-- RECORDS FOR THE EXERCISE --
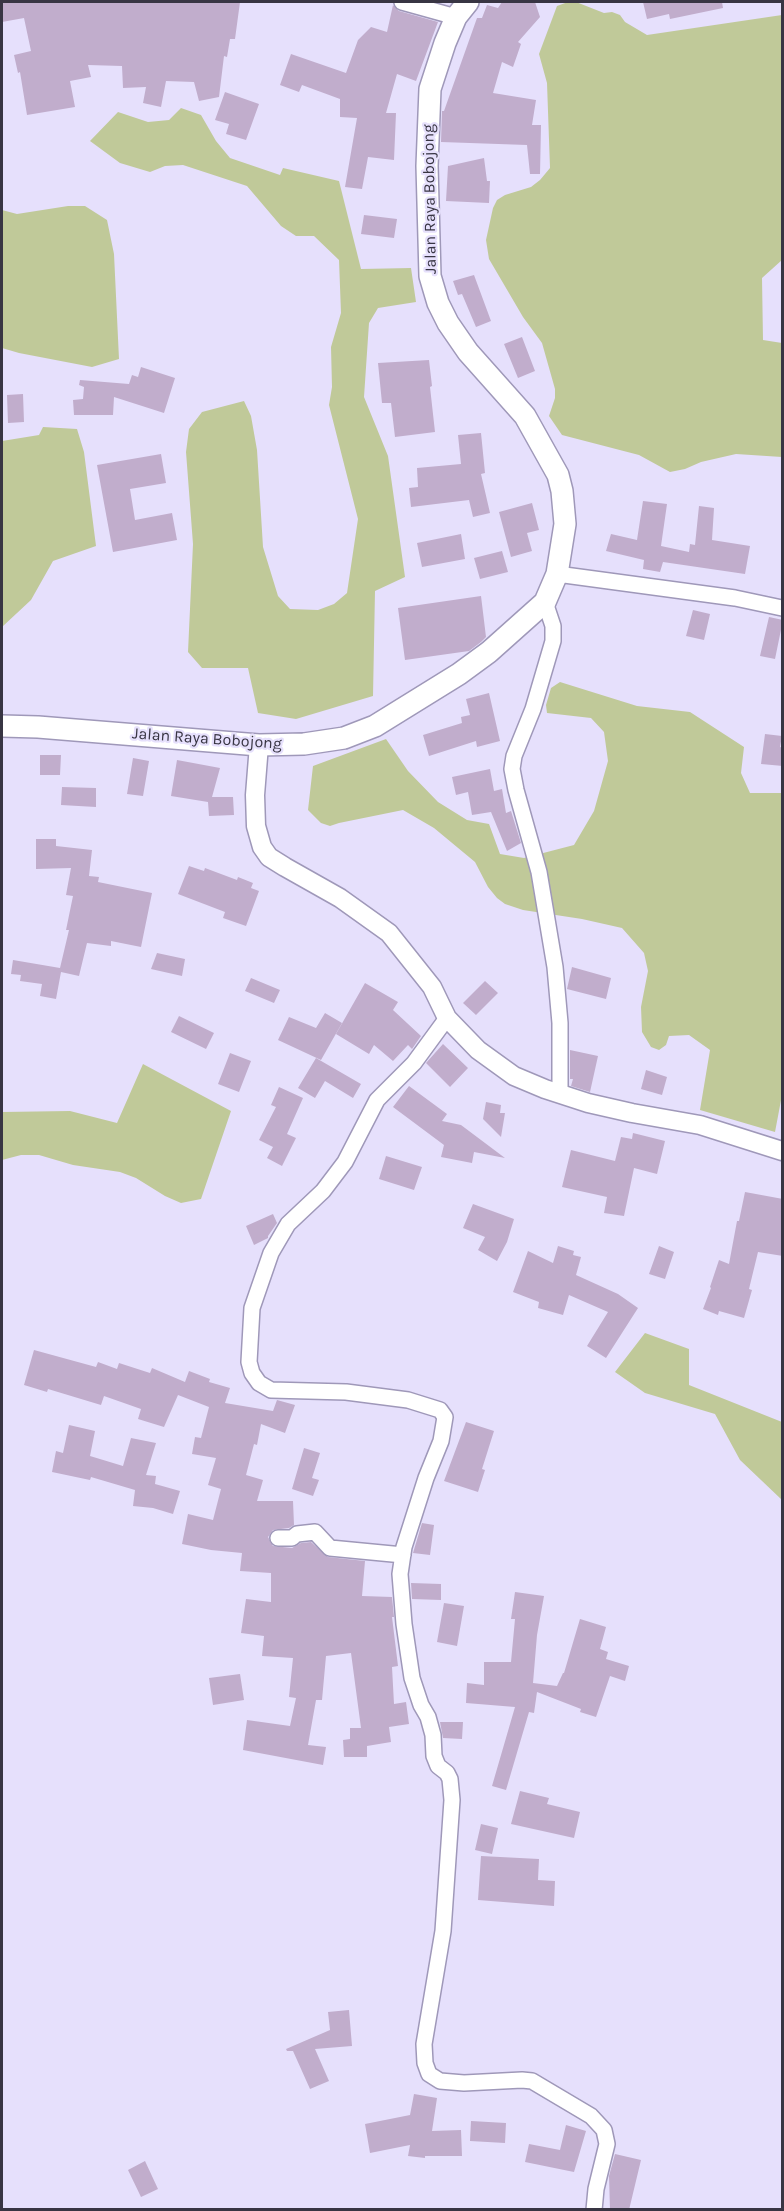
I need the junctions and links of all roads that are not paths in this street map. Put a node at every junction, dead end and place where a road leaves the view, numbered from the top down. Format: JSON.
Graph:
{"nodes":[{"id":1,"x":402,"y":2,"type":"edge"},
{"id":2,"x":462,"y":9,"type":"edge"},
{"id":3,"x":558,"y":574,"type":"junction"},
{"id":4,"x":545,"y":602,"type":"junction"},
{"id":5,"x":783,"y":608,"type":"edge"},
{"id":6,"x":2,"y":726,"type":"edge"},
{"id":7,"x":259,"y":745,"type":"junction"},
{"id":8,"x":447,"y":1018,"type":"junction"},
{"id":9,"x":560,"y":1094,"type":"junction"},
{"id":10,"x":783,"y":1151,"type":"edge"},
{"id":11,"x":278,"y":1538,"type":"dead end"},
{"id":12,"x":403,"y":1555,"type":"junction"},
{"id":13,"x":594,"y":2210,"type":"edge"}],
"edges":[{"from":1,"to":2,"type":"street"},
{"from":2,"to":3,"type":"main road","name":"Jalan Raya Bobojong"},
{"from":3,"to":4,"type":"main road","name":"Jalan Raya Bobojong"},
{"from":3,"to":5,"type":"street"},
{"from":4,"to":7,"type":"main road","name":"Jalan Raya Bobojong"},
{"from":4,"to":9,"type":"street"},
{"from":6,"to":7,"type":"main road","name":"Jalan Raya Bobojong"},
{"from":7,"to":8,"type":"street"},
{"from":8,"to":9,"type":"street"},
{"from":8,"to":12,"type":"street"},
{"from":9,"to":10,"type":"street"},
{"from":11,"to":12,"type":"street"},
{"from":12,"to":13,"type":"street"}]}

* * *

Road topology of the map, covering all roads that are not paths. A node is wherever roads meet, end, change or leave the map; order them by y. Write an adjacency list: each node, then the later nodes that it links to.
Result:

-- PROBLEM REQUIREMENTS --
What lines in the listing above hold the string "paths"? List them.

-- RESULT OF THE EXERCISE --
I need the junctions and links of all roads that are not paths in this street map. Put a node at every junction, dead end and place where a road leaves the view, numbered from the top down. Format: JSON.
Road topology of the map, covering all roads that are not paths. A node is wherever roads meet, end, change or leave the map; order them by y. Write an adjacency list: each node, then the later nodes that it links to.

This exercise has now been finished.